START Records supplied
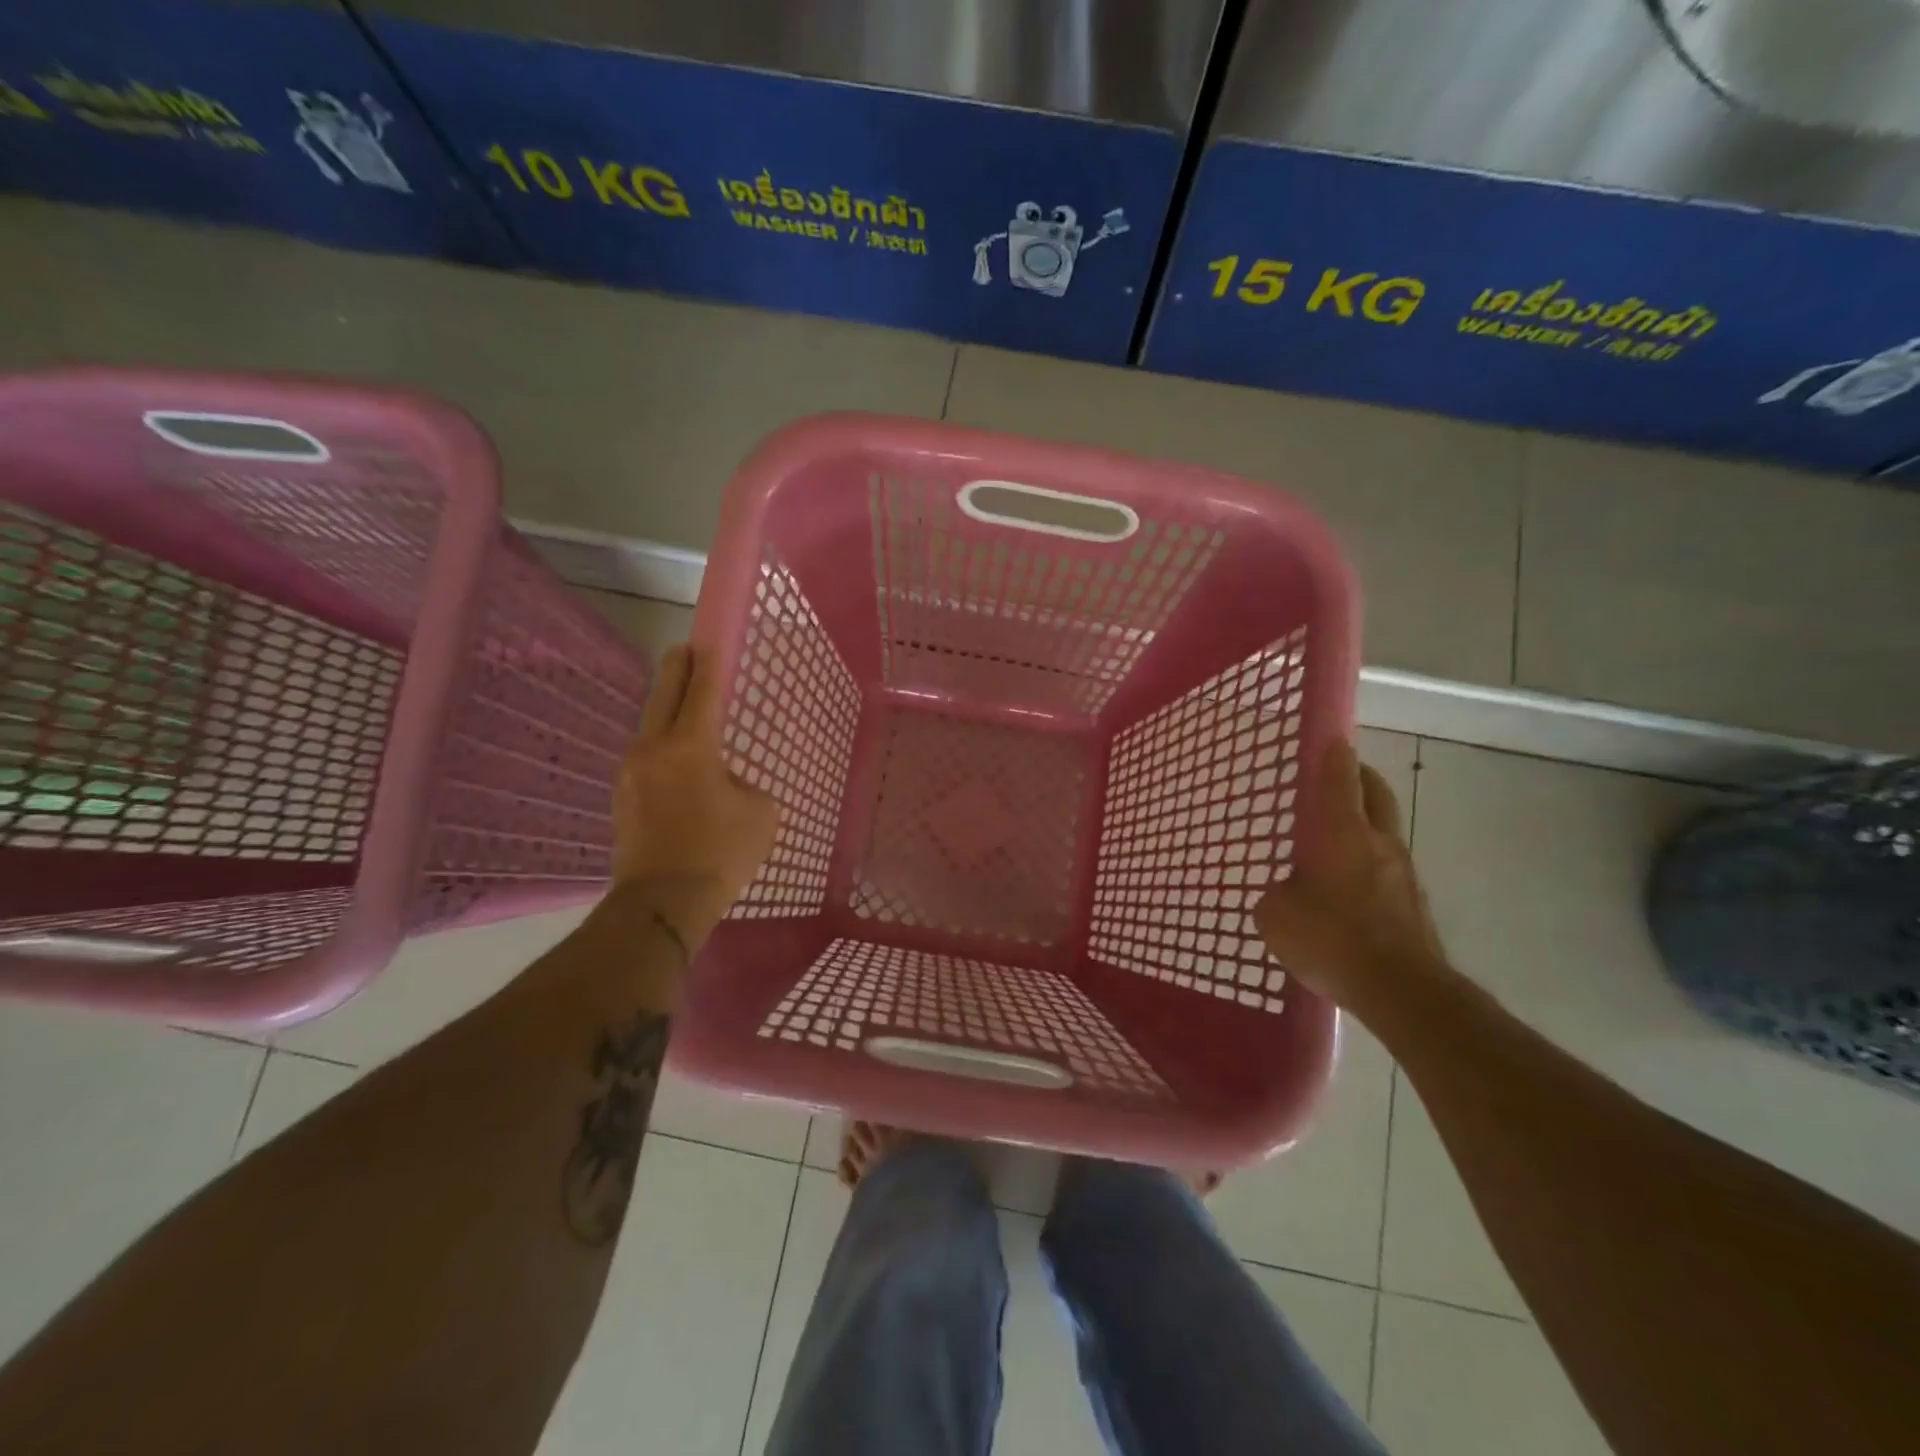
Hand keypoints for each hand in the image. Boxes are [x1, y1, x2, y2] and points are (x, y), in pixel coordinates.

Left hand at [609, 644, 779, 946]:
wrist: (661, 905)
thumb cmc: (720, 854)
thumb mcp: (760, 813)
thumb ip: (745, 785)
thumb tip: (725, 784)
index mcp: (690, 746)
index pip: (700, 690)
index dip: (707, 662)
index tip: (707, 640)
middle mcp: (653, 749)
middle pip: (664, 696)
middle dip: (677, 669)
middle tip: (686, 652)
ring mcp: (630, 774)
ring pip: (650, 728)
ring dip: (668, 714)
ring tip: (687, 714)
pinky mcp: (622, 799)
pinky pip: (646, 760)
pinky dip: (662, 750)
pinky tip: (677, 767)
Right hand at [1253, 739, 1449, 1017]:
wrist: (1403, 991)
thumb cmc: (1332, 939)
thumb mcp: (1275, 916)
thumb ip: (1275, 896)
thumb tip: (1284, 894)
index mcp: (1342, 832)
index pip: (1339, 777)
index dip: (1332, 752)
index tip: (1330, 735)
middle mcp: (1378, 842)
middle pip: (1374, 793)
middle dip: (1358, 776)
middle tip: (1339, 773)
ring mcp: (1403, 873)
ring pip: (1384, 832)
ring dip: (1364, 824)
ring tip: (1334, 839)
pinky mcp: (1414, 904)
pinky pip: (1387, 869)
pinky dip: (1368, 864)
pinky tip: (1347, 891)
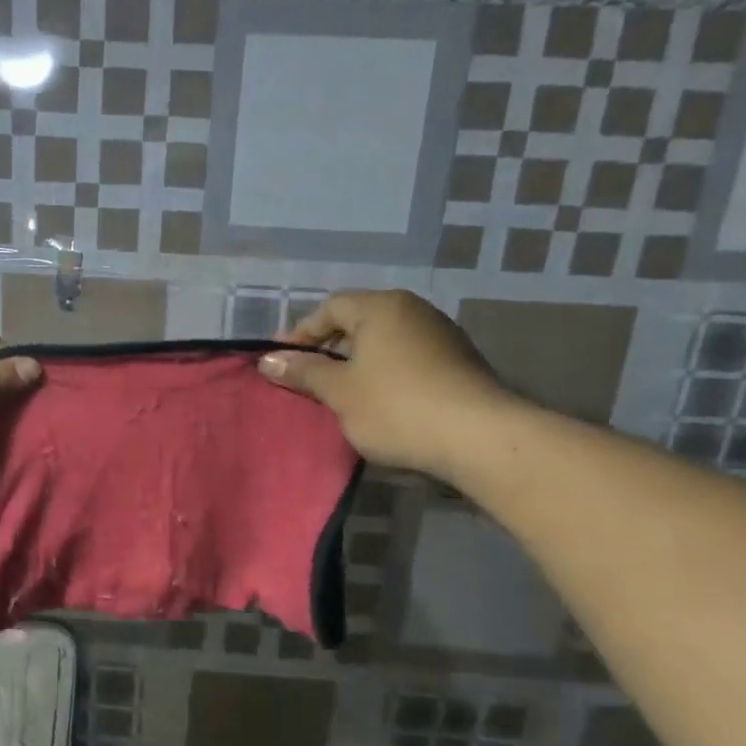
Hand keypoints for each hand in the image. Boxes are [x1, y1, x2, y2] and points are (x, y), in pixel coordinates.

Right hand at [258, 290, 514, 481]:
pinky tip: (378, 402)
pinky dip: (384, 373)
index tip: (281, 362)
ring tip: (339, 393)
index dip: (300, 334)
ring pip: (384, 342)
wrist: (479, 437)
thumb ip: (303, 373)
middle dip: (329, 349)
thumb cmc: (396, 407)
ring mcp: (441, 335)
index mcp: (381, 307)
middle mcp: (413, 310)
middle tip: (306, 378)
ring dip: (357, 363)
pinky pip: (407, 358)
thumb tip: (267, 360)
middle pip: (359, 322)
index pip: (330, 308)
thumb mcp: (340, 392)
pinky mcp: (458, 362)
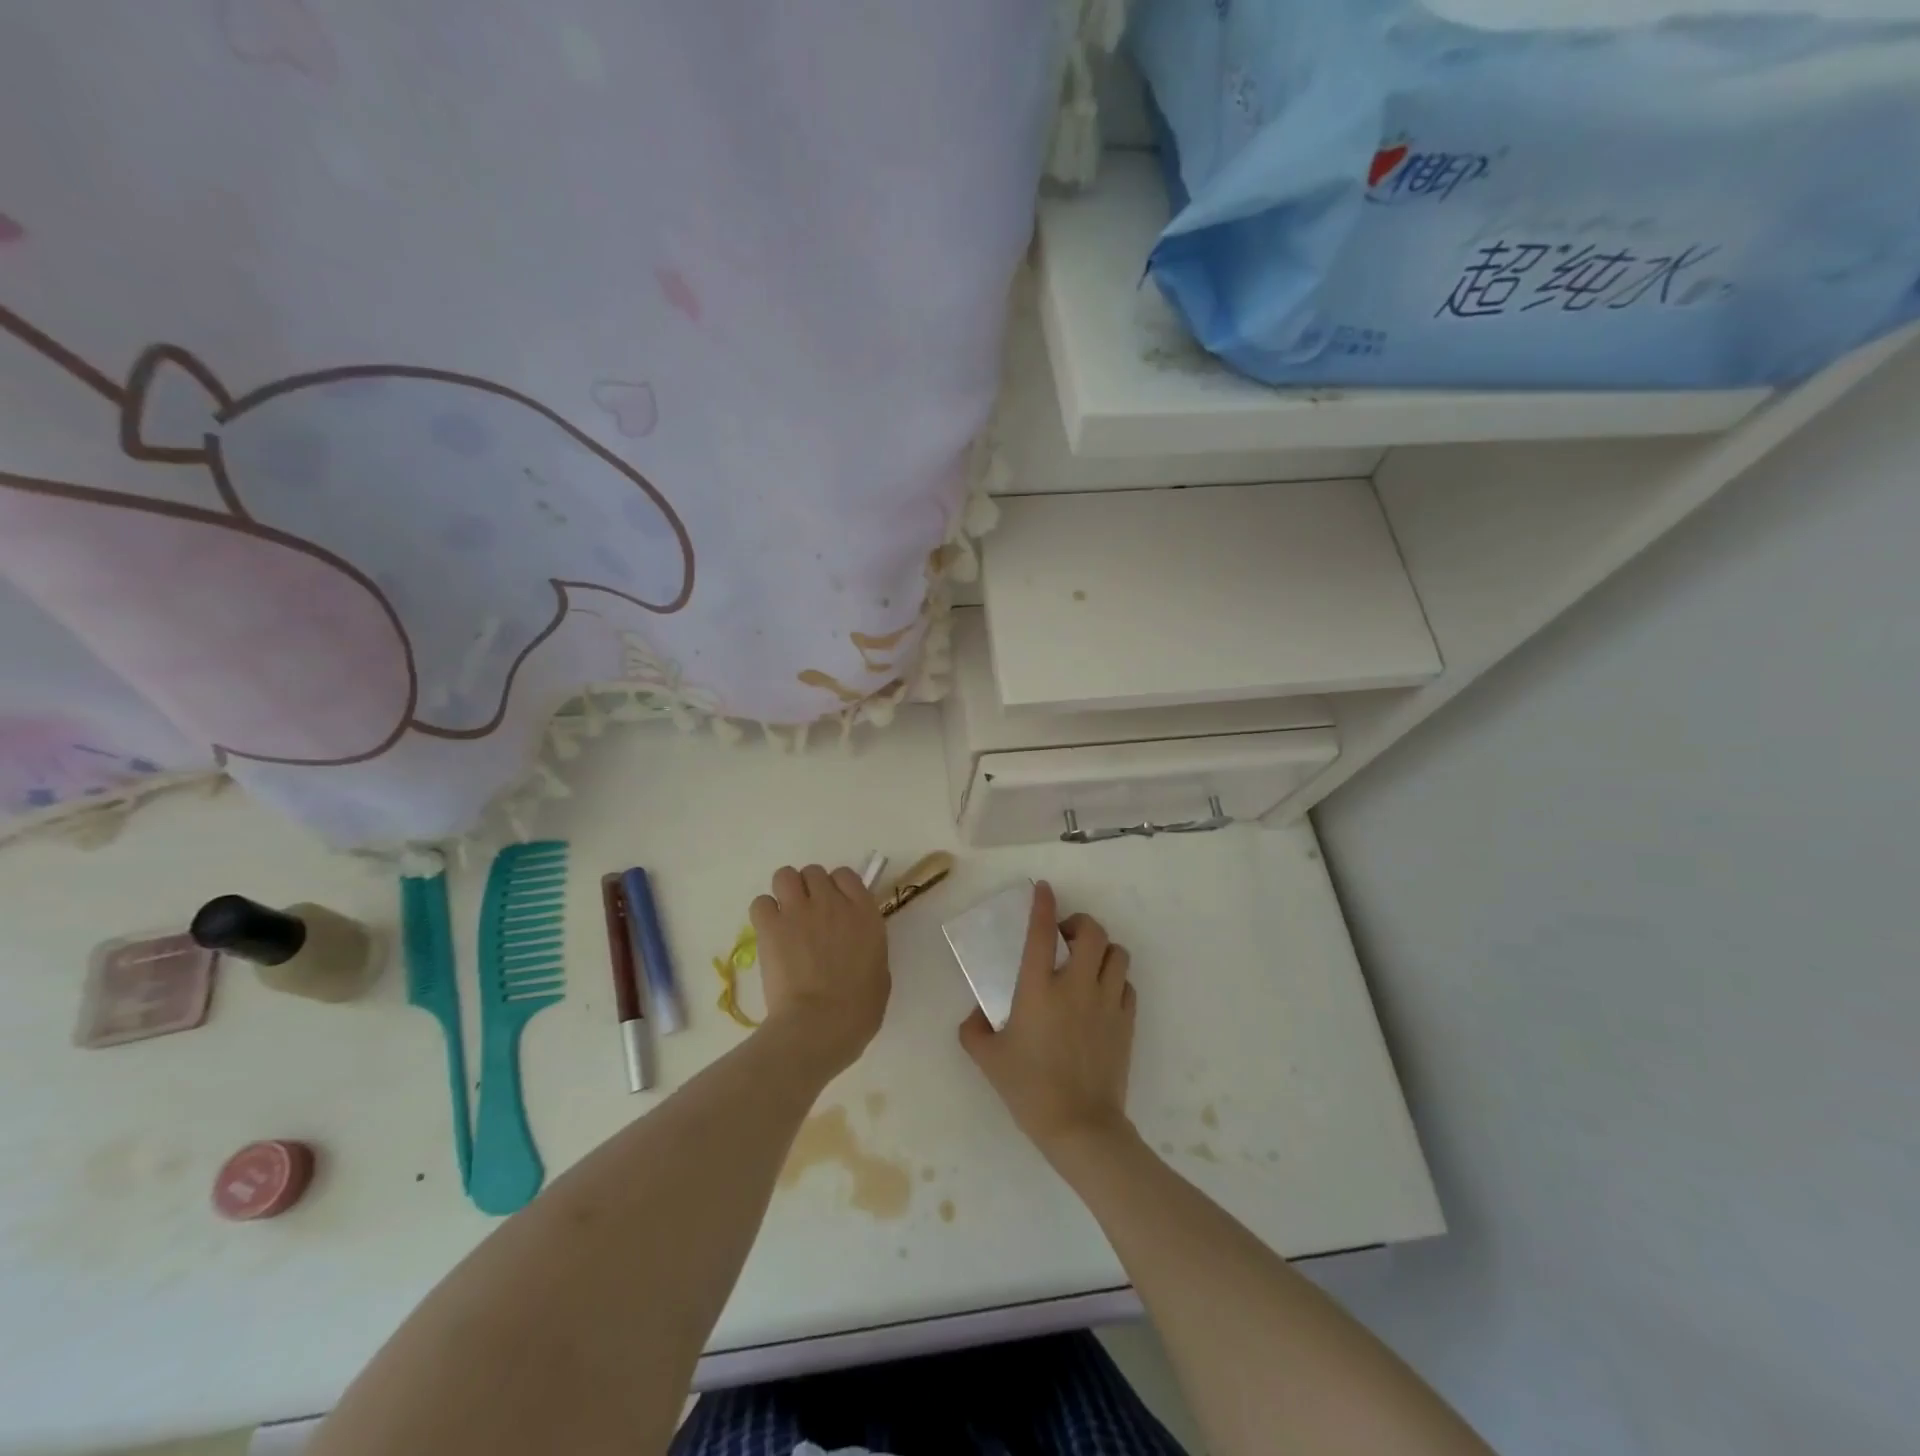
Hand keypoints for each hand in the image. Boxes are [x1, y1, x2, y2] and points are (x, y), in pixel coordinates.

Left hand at [750, 864, 890, 1073]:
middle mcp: (832, 902)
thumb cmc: (859, 1008)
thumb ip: (866, 945)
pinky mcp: (771, 926)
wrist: (821, 1024)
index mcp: (864, 911)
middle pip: (814, 872)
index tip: (834, 907)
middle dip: (810, 889)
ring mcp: (799, 910)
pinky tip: (769, 932)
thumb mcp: (879, 969)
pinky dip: (764, 914)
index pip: (846, 875)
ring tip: (785, 917)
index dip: (837, 888)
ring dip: (785, 892)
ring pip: (785, 876)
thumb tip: (853, 944)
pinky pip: (761, 902)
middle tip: (807, 915)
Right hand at [959, 881, 1136, 1157]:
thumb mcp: (987, 1058)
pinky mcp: (1126, 1021)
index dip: (1043, 904)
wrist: (1080, 1126)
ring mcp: (1107, 1002)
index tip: (1043, 889)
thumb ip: (973, 1028)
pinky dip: (1115, 980)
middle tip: (1065, 938)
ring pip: (1116, 953)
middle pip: (1092, 932)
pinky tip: (1102, 994)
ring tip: (1087, 963)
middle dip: (1080, 924)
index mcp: (1038, 988)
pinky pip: (1127, 985)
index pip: (1041, 932)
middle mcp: (1076, 985)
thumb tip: (978, 1012)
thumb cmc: (1029, 1089)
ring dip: (1102, 949)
END Records supplied
--- About this task ---
Please print each record above again exactly, but omit any pictures.

--- Result ---
Hand keypoints for each hand in the image. Boxes are [x1, y1, x2, y2] and points are (x, y), in pixel coordinates.

Left hand at [609, 644, 779, 946]:
wrist: (661, 905)
thumb cmc: (720, 854)
thumb mcp: (760, 813)
thumb ip: (745, 785)
thumb tip: (725, 784)
index mcp: (690, 746)
index pip: (700, 690)
index dip: (707, 662)
index tip: (707, 640)
middle mcp: (653, 749)
middle pip: (664, 696)
middle dip: (677, 669)
middle tip: (686, 652)
ring mcp: (630, 774)
ring pip: (650, 728)
ring dip: (668, 714)
ring tip: (687, 714)
pinky mcp: (622, 799)
pinky pip: (646, 760)
pinky dip: (662, 750)
pinky tip: (677, 767)
Right hand at [1253, 739, 1449, 1017]:
wrist: (1403, 991)
thumb cmc: (1332, 939)
thumb mcp: (1275, 916)
thumb ip: (1275, 896)
thumb tip: (1284, 894)
index mcp: (1342, 832)
index pip: (1339, 777)
index dip: (1332, 752)
index tip: (1330, 735)
middle mcp: (1378, 842)
middle pip: (1374, 793)
middle dip: (1358, 776)
middle tip: (1339, 773)
ring mcp: (1403, 873)
ring pip: (1384, 832)
ring dip: (1364, 824)
ring tip: (1334, 839)
pinky mcp: (1414, 904)
pinky pip: (1387, 869)
pinky dip: (1368, 864)
pinky tip: (1347, 891)
Hand keypoints for each hand in the image. Boxes are [x1, y1, x2, y2] and points are (x, y), in pixel coordinates.

Right hand at [258, 290, 514, 481]:
pinky tip: (378, 402)
pinky dip: (384, 373)
index tip: (281, 362)
ring tip: (339, 393)
index dip: (300, 334)
ring pip: (384, 342)
wrist: (479, 437)
thumb ip: (303, 373)
middle dip: (329, 349)
thumb cmc: (396, 407)
ring mcp: (441, 335)
index mcp: (381, 307)
middle mcp: (413, 310)
middle tip: (306, 378)
ring dip: (357, 363)
pinky pip: (407, 358)
thumb tip: (267, 360)
middle pip: (359, 322)
index pip: (330, 308)
thumb mcp: (340, 392)
pinky mcp: (458, 362)
Hand keypoints for each hand in the image. Boxes are [x1, y1, x2, y2] and points are (x, y), in pixel coordinates.

Left hand at [750, 864, 890, 1073]:
middle mcp: (832, 902)
thumb cmc: (859, 1008)
thumb ip: (866, 945)
pinky mcp: (771, 926)
wrist: (821, 1024)
index mcp: (864, 911)
middle pip: (814, 872)
index tip: (834, 907)
middle dip: (810, 889)
ring mcp: (799, 910)
pinky tip: (769, 932)
thumb mcp: (879, 969)
pinky dip: (764, 914)
index pip: (846, 875)
ring tip: (785, 917)
index dip: (837, 888)
ring dip: (785, 892)
ring pip: (785, 876)
thumb tip: (853, 944)
pinky pip: (761, 902)
middle tip: (807, 915)
Right hand at [959, 881, 1136, 1157]:
thumb mcp: (987, 1058)
pinky mcp: (1126, 1021)
index dip: (1043, 904)
wrist: (1080, 1126)
ring mcp: (1107, 1002)
index tip: (1043, 889)
thumb ip: (973, 1028)
pinky dip: (1115, 980)
middle tip: (1065, 938)
ring pip: (1116, 953)
middle pip: (1092, 932)
pinky tip: (1102, 994)
ring tip: (1087, 963)
middle dip: (1080, 924)
index mcp: (1038, 988)
pinky pip: (1127, 985)
index pip: (1041, 932)
middle mcp: (1076, 985)
thumb tip: (978, 1012)
thumb cmc: (1029, 1089)
ring dip: (1102, 949)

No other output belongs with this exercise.